Task item: Return, exactly as written, every line from the first line of the data below through the line that contains "index dip: (1124, 1104)".

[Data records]
※
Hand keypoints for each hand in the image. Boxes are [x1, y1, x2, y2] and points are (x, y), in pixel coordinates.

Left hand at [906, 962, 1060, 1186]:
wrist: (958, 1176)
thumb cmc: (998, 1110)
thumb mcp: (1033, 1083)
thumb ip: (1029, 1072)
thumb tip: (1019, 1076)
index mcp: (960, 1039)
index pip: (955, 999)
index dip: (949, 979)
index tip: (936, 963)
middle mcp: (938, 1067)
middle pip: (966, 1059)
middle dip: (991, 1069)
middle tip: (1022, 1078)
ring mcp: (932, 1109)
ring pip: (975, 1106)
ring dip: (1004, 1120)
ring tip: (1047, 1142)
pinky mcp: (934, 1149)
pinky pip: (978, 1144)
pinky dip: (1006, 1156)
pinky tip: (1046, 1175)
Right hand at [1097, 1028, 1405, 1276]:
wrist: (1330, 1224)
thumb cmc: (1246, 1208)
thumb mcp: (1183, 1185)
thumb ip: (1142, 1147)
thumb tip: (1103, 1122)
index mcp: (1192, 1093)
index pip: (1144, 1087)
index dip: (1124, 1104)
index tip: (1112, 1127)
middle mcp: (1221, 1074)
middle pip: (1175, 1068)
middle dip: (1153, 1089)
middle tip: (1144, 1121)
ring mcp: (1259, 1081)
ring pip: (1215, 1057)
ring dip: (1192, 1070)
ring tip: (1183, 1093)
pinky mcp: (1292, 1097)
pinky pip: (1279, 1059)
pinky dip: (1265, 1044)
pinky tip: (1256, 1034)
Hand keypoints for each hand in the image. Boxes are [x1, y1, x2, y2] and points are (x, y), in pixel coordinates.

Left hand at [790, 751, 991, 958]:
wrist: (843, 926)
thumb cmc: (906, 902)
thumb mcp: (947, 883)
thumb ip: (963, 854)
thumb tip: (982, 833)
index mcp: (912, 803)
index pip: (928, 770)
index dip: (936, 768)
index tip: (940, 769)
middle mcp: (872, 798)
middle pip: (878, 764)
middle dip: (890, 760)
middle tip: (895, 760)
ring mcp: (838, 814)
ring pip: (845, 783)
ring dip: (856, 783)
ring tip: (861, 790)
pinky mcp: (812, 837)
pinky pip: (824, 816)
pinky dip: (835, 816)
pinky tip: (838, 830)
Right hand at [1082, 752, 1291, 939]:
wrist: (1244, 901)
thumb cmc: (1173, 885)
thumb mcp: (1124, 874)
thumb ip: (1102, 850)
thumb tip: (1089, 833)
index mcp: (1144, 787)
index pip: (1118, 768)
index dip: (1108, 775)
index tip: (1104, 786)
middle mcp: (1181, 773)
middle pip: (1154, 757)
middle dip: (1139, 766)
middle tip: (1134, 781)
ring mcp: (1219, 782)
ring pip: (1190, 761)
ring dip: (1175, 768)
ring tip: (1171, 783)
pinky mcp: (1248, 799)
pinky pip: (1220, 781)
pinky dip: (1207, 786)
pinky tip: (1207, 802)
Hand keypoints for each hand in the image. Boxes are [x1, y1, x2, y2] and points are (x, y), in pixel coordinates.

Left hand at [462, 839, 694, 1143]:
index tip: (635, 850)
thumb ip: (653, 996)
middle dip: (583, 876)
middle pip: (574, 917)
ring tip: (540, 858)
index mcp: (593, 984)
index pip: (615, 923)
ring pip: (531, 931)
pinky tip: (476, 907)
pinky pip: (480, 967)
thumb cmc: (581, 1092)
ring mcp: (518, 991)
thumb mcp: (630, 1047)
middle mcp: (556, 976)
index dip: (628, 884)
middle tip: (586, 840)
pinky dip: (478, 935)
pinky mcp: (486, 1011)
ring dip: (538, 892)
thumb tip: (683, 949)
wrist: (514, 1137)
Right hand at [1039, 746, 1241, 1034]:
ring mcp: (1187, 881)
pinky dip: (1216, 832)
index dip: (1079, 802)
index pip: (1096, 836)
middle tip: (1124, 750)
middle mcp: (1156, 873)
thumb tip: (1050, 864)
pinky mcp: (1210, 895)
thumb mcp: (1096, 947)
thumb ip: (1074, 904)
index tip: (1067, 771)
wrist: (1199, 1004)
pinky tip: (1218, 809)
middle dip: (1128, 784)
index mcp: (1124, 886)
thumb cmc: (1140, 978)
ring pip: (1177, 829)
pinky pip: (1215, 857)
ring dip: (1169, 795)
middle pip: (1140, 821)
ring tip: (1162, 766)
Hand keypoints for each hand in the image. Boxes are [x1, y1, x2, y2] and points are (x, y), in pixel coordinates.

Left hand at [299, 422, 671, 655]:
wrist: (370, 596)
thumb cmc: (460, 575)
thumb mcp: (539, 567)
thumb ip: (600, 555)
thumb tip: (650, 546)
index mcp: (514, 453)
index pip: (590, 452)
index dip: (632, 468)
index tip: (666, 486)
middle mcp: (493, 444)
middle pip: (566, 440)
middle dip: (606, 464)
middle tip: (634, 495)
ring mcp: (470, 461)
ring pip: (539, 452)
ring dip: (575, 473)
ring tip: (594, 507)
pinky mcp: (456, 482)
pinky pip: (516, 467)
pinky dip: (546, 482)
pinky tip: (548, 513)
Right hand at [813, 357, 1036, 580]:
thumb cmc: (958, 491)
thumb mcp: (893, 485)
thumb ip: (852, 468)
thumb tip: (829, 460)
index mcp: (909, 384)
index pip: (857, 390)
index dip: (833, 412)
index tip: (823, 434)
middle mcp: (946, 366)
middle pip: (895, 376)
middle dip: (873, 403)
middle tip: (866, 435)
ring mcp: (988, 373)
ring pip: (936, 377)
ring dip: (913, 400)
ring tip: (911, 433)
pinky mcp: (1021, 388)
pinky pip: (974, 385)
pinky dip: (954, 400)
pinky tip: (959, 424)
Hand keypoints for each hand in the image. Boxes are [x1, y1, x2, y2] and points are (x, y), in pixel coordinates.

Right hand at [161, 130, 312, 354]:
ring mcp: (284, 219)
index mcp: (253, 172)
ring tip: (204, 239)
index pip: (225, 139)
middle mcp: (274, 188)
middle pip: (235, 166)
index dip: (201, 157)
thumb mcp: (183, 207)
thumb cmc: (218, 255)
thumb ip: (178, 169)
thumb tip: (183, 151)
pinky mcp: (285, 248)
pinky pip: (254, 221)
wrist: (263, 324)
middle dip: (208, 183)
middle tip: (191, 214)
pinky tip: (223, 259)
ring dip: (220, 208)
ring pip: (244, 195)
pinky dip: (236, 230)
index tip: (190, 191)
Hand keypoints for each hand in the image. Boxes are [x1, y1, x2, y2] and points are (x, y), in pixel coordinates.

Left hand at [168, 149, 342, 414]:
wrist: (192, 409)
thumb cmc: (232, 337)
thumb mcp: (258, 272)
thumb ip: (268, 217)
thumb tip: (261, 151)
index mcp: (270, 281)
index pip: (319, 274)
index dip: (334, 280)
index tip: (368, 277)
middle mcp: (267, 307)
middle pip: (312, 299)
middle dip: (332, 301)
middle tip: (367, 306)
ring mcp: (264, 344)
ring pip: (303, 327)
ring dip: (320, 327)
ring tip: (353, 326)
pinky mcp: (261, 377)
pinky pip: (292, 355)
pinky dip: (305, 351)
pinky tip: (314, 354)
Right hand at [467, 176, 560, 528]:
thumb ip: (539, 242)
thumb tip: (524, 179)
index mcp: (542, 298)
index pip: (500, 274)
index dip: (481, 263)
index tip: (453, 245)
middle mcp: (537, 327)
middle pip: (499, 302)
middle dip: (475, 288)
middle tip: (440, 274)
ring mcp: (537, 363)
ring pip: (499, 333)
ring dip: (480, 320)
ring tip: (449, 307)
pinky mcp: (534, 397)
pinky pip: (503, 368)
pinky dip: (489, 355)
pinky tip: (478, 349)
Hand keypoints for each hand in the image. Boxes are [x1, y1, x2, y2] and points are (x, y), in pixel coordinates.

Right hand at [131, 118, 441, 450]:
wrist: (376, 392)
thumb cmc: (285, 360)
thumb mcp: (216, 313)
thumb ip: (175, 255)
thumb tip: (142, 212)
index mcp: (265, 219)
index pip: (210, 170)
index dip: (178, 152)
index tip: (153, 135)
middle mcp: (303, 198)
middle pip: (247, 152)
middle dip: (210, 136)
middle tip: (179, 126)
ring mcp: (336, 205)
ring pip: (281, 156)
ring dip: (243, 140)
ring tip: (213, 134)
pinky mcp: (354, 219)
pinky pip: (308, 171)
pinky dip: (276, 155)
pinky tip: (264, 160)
※
Problem solution:
Hand keypoints for each hand in the image. Boxes are [x1, y1, x2, y2] and points are (x, y), in pixel coordinates.

Left hand at [906, 962, 1060, 1186]:
wrist: (958, 1176)
thumb cmc: (998, 1110)
thumb mcp: (1033, 1083)
thumb ip: (1029, 1072)
thumb tip: (1019, 1076)
index mcp: (960, 1039)
index pip: (955, 999)
index dip: (949, 979)
index tip: (936, 963)
middle mcp: (938, 1067)
middle pip: (966, 1059)
middle dip: (991, 1069)
middle tip: (1022, 1078)
ring mcp: (932, 1109)
ring pip: (975, 1106)
ring dip: (1004, 1120)
ring tip: (1047, 1142)
pinky mcp: (934, 1149)
pinky pip: (978, 1144)
pinky dip: (1006, 1156)
pinky tip: (1046, 1175)
Right hand at [1097, 1028, 1405, 1276]:
wrist: (1330, 1224)
thumb cmc: (1246, 1208)
thumb mcp: (1183, 1185)
thumb ip: (1142, 1147)
thumb tip: (1103, 1122)
index mcp: (1192, 1093)
index pip: (1144, 1087)
index dip: (1124, 1104)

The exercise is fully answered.